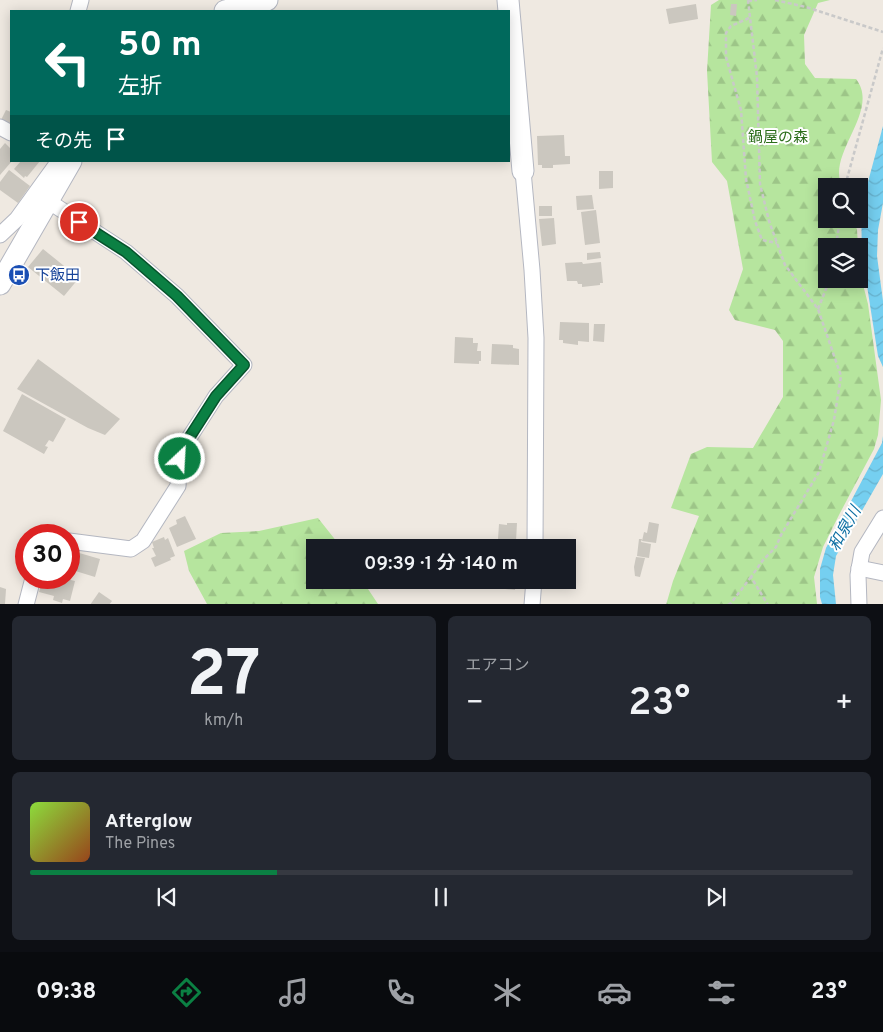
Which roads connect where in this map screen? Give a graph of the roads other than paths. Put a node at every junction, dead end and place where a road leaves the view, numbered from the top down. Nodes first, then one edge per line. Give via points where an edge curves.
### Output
1 (266, 0) edge
2 (230, 7) edge
3 (510, 23) edge
4 (58, 162) edge
5 (70, 162) edge
6 (523, 171) joint
7 (48, 202) junction
8 (0, 235) edge
9 (0, 284) edge
10 (883, 518) edge
11 (535, 539) edge
12 (80, 542) edge
13 (859, 568) junction
14 (883, 572) edge
15 (30, 589) edge
16 (533, 589) edge
17 (26, 604) edge
18 (532, 604) edge
19 (859, 604) edge

1 - 2 street
3 - 6 street
4 - 8 street
5 - 7 street
6 - 11 street via 536,319
7 - 9 street
7 - 12 street via 126,252 177,296 244,365 216,396 182,449 178,486 143,541 131,549
10 - 13 street via 862,552
13 - 14 street
13 - 19 street
15 - 17 street
16 - 18 street

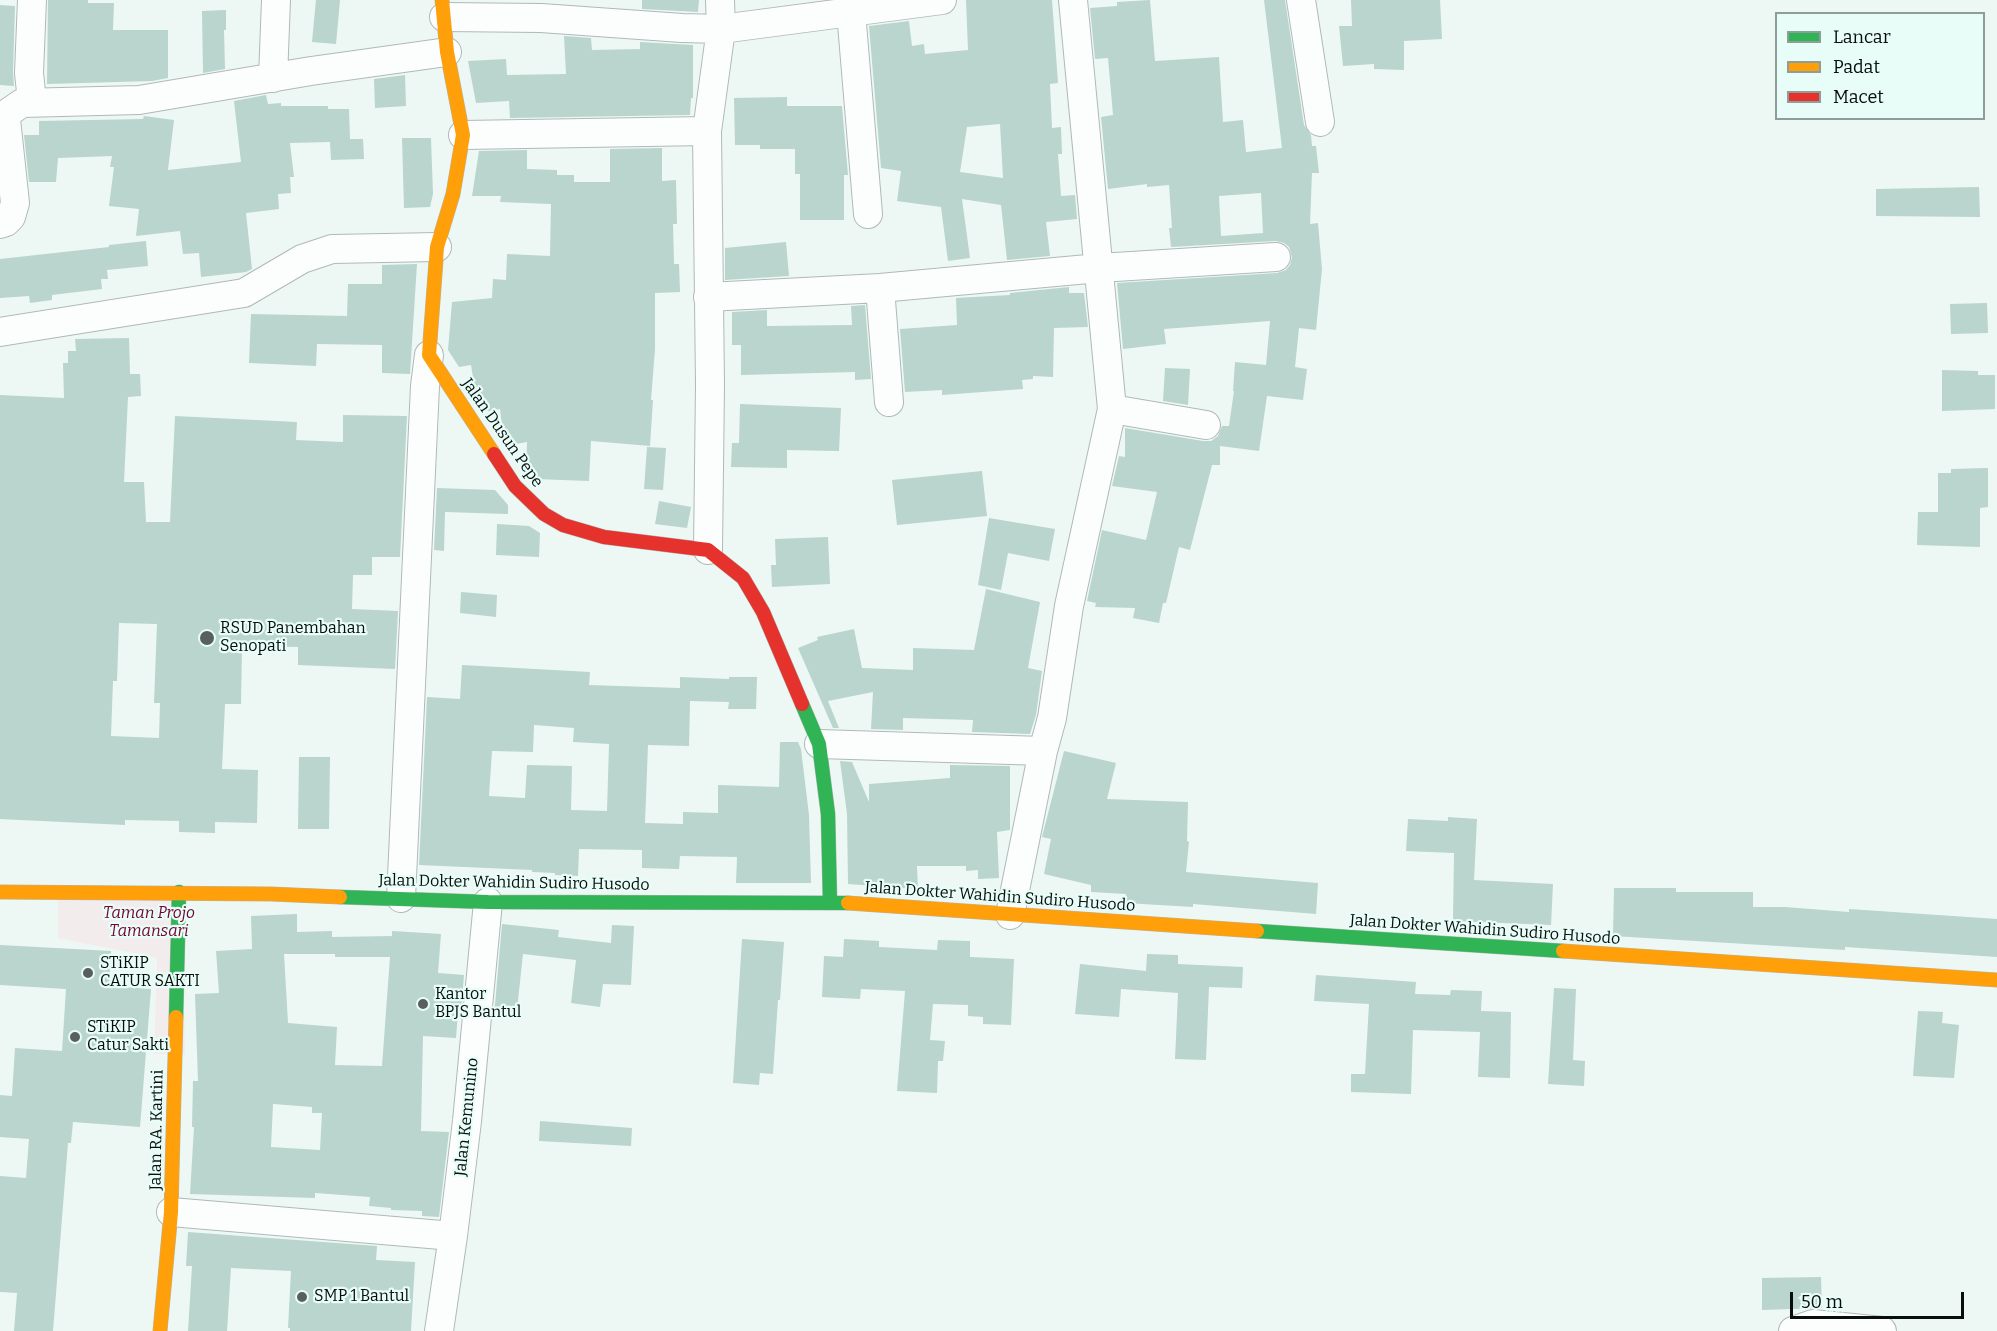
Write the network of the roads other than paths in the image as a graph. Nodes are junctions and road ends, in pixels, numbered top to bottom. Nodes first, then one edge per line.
1 (32, 0) edge
2 (276, 0) edge
3 (720, 0) edge
4 (942, 0) edge
5 (1073, 0) edge
6 (1301, 0) edge
7 (443, 8) edge
8 (851, 12) junction
9 (721, 28) junction
10 (447, 52) junction
11 (273, 78) junction
12 (32, 101) junction
13 (1320, 122) dead end
14 (707, 131) junction
15 (463, 135) junction
16 (868, 214) dead end
17 (0, 224) edge
18 (437, 247) junction
19 (1275, 257) dead end
20 (1099, 268) junction
21 (880, 288) junction
22 (708, 297) junction
23 (0, 332) edge
24 (429, 355) junction
25 (889, 402) dead end
26 (1112, 409) junction
27 (1206, 425) dead end
28 (708, 550) junction
29 (819, 744) junction
30 (1043, 751) junction
31 (0, 892) edge
32 (179, 892) junction
33 (401, 898) junction
34 (488, 902) junction
35 (830, 902) junction
36 (1010, 915) junction
37 (1997, 980) edge
38 (171, 1212) junction
39 (453, 1236) junction
40 (160, 1331) edge
41 (439, 1331) edge
42 (1792, 1331) edge
43 (1882, 1331) edge

1 - 12 street
2 - 11 street
3 - 9 street
4 - 8 street
5 - 20 street
6 - 13 street
7 - 9 street
7 - 10 main road
8 - 9 street
8 - 16 street
9 - 14 street
10 - 11 street
10 - 15 main road
11 - 12 street
12 - 17 street
14 - 15 street
14 - 22 street
15 - 18 main road
18 - 23 street
18 - 24 main road
19 - 20 street
20 - 21 street
20 - 26 street
21 - 22 street
21 - 25 street
22 - 28 street
24 - 28 main road, Jalan Dusun Pepe
24 - 33 street
26 - 27 street
26 - 30 street
28 - 29 main road
29 - 30 street
29 - 35 main road
30 - 36 street
31 - 32 main road, Jalan Dokter Wahidin Sudiro Husodo
32 - 33 main road, Jalan Dokter Wahidin Sudiro Husodo
32 - 38 main road, Jalan RA. Kartini
33 - 34 main road, Jalan Dokter Wahidin Sudiro Husodo
34 - 35 main road, Jalan Dokter Wahidin Sudiro Husodo
34 - 39 street, Jalan Kemunino
35 - 36 main road, Jalan Dokter Wahidin Sudiro Husodo
36 - 37 main road, Jalan Dokter Wahidin Sudiro Husodo
38 - 39 street
38 - 40 main road, Jalan RA. Kartini
39 - 41 street, Jalan Kemunino
42 - 43 street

··········

▸ **Work instruction**
Count each line of the entries that holds the word "Husodo", then state the total and nothing more.

▸ **Response box**
6